Apologies in advance if this has all been covered in earlier posts. I am assembling a Hadron from an RRD kit, which BTW was very well packaged and seems like a good value. We'll know for sure when the electronics set up and it's running.
My biggest concern right now is the tolerances tuning of the v-wheels and bearings. It is pretty well impossible to get all the lateral play (wiggle) out of a wheel mounted on a standoff without causing the bearing to bind. This is true for both the fixed wheels on nylon spacers, or the adjustable wheels on the steel eccentrics.
My guess is the problem is that the internal web machined into the v-wheels is a bit thicker than the internal spacer washers. When you tighten the screws enough to clamp the assembly rigidly to a carriage plate, you end up pressing the opposing inner races together and axially loading the bearings. Replacing the nylon bushings with steel will make the assembly stiffer laterally, but it won't eliminate the binding. And bearing friction can't be good unless it's needed as a poor man's dampener, right? Any thoughts?

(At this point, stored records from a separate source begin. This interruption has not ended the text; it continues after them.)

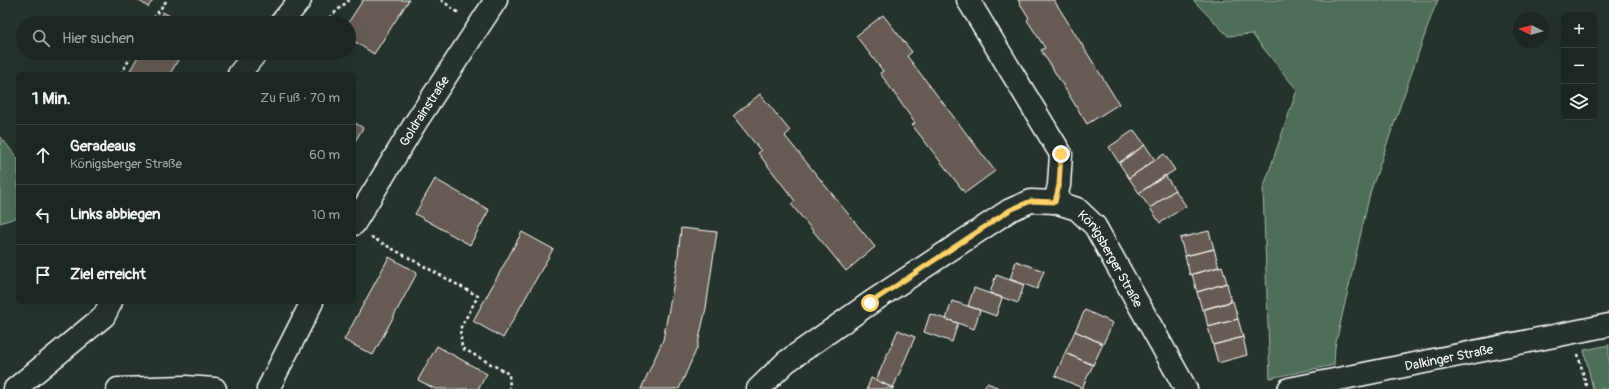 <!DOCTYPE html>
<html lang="de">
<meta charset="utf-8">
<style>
:root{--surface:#1c2622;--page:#29322f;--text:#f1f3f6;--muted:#a0a5a5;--line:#3a4340}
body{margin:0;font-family:Pangolin,sans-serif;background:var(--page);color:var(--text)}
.controls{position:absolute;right:12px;top:12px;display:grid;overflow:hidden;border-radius:6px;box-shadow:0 4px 16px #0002}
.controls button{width:36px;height:36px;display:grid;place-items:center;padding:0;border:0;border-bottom:1px solid var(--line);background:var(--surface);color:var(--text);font:20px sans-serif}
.compass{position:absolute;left:1513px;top:12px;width:36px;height:36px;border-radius:50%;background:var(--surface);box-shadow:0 4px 16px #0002;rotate:275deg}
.stop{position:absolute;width:12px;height:12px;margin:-9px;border:3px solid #ffd166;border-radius:50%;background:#fff}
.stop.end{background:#ffd166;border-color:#fff;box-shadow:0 1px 4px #0008}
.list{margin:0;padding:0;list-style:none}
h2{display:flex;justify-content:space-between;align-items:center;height:52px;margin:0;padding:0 16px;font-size:17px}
h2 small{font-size:13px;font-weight:400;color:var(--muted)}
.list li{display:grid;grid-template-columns:26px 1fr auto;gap:12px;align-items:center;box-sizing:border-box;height:60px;padding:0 16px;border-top:1px solid var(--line)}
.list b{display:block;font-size:15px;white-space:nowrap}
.list p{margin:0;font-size:13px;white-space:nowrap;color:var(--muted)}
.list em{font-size:13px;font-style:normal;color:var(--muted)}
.icon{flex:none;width:22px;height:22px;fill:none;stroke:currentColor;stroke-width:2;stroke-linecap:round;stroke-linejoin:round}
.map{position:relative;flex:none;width:1609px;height:389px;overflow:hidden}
.search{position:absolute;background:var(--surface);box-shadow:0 4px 16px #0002;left:16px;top:16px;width:340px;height:44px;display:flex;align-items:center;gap:10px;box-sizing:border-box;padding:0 14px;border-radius:22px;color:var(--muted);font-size:15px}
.panel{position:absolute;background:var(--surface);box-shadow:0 4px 16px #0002;left:16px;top:72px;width:340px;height:232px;border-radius:6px}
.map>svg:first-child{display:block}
.green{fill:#4e6e58;stroke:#a6b6ac}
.building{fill:#665b54;stroke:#fff}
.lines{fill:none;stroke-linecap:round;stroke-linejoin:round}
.minor-casing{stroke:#fff;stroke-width:25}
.path{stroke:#fff;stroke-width:2.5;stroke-dasharray:3 3;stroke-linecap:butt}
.minor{stroke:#26332d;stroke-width:22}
.route{stroke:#ffd166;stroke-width:5}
.labels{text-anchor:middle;stroke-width:3;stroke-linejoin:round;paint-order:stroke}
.street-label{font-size:13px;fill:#fff;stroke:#26332d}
</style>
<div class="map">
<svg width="1609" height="389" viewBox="0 0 1609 389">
<rect width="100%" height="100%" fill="#26332d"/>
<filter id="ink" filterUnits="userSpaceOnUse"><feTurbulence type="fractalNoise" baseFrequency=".025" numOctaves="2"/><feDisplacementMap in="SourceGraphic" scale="8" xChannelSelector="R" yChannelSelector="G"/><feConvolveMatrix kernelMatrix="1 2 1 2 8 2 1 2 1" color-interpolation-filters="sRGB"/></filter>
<g filter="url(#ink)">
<path class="green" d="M1193 0H1438L1432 14 1370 193 1335 347 1334 365 1270 378 1263 189 1297 90 1252 34 1228 36Z
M0 136 18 159V217L0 223Z
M1609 345V389H1593L1584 350Z"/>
<path class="building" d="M138 0H153L148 7Z
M363 0H409L374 54 349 38 348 23Z
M1018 0H1054L1119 104 1087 124 1041 50 1045 48 1027 20 1029 18Z
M163 12 182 23H157Z
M883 15 912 52 907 56 995 171 965 193 912 125 915 123 880 73 883 71 856 36Z
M140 53H182L170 74H128Z
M760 94 790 131 785 136 875 247 846 271 791 204 795 201 758 153 761 151 733 116Z
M354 122 363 128 354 143Z
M1134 130 1145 145 1119 163 1109 147Z
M1145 145 1155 160 1129 178 1119 163Z
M1164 154 1175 170 1139 193 1129 178Z
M1165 175 1175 190 1150 208 1139 193Z
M435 179 489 210 470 245 415 214Z
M1175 190 1186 206 1160 223 1150 208Z
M681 228 717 232 706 308 697 348 679 389H641L663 340 677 266Z
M1209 231 1214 249 1185 256 1180 238Z
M522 232 553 249 503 338 473 321Z
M1214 249 1219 267 1190 275 1185 256Z
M389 257 417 273 373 355 344 340Z
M1016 261 1044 271 1037 289 1010 279Z
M1222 266 1227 283 1197 292 1192 274Z
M996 275 1024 285 1018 303 990 293Z
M1227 283 1231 302 1202 310 1197 292Z
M974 288 1002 298 996 316 968 306Z
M952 301 980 310 974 329 946 319Z
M1233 301 1238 319 1208 327 1204 309Z
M1085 310 1113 323 1103 344 1075 331Z
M930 314 958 323 952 342 924 332Z
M1238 319 1243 337 1213 345 1208 327Z
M898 330 915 337 893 388 876 380Z
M1075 331 1103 344 1093 365 1065 353Z
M1243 337 1247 355 1218 363 1213 345Z
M437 346 487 374 478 389H435L418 380Z
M1065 353 1093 365 1082 388 1055 376Z
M871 378 893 388V389H867Z
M987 383 1002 389H984Z"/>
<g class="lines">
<g class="minor-casing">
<g id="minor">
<path d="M968 0 1061 154 1059 185 1055 202"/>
<path d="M281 23 300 0"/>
<path d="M239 74 256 53"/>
<path id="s1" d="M354 224 416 122 496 0"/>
<path d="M15 389 104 316 111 302"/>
<path d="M118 389 185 387 215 389"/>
<path d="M268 389 312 302"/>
<path id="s2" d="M758 389 786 362 870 303 1010 210 1031 201 1055 202 1077 209 1095 226 1186 389"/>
<path id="s3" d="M1289 389 1609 325"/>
</g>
</g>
<path class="path" d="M441 0 460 14
M150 23 167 0
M327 23 330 17 349 0
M121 74 133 53
M371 237 478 296 460 329 462 348 509 374 510 389
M1578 354 1587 389"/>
<use href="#minor" class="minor"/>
</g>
</g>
<g class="lines" filter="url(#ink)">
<path class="route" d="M870 303 1010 210 1031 201 1055 202 1059 185 1061 154"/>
</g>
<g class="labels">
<g class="street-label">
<text dy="5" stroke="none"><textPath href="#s1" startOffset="133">Goldrainstraße</textPath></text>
<text dy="5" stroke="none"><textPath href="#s2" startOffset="440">Königsberger Straße</textPath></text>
<text dy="5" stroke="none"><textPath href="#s3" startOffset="163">Dalkinger Straße</textPath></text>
</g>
</g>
</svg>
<div class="controls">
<button>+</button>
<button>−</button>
<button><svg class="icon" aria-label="layers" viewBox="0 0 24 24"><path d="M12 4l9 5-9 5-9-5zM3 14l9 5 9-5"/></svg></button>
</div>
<svg class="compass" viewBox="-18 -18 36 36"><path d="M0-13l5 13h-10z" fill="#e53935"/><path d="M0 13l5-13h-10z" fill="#a0a5a5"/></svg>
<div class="stop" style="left:870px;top:303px"></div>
<div class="stop end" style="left:1061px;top:154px"></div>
<div class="search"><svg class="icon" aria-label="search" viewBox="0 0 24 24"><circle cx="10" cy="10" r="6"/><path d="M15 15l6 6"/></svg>Hier suchen</div>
<section class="panel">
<h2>1 Min.<small>Zu Fuß · 70 m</small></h2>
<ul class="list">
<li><svg class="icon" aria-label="ahead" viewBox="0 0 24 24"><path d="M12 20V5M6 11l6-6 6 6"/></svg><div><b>Geradeaus</b><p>Königsberger Straße</p></div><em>60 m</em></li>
<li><svg class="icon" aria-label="left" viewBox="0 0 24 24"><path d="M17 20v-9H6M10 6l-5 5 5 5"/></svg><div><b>Links abbiegen</b></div><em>10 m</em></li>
<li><svg class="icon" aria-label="arrive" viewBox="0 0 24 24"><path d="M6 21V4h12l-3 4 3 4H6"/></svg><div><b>Ziel erreicht</b></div></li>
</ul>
</section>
</div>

I also found assembling the x-axis gantry per the Wicki to not work so well. Setting the 2 carriage plates on a surface plate and pressing the extrusion down flat to insure parallelism did not result in a gantry that remained parallel to the bottom rail of the machine frame. It was a bit high on the non-motor end. And I was very careful in tuning each gantry carriage to the Makerslide and insuring the machine frame was dead square. My solution was to set up the right and left carriages for the gantry to roll smoothly and without play on the Makerslide. I then attached the carriages firmly to the gantry Makerslide and set it on a pair of machinist parallels that are equal length. Tighten each carriage completely after this and check that it rolls smoothly without binding. Voila - dead parallel to both the main frame and to the Y carriage.
Now onto revising the leadscrews. The 8mm screws are slightly bowed. Even with the screw ends and flex couplers concentric with the motor shaft and Z-nuts, the thing binds horribly. Way more load than I want to subject those steppers to. Plenty of documented fixes for that.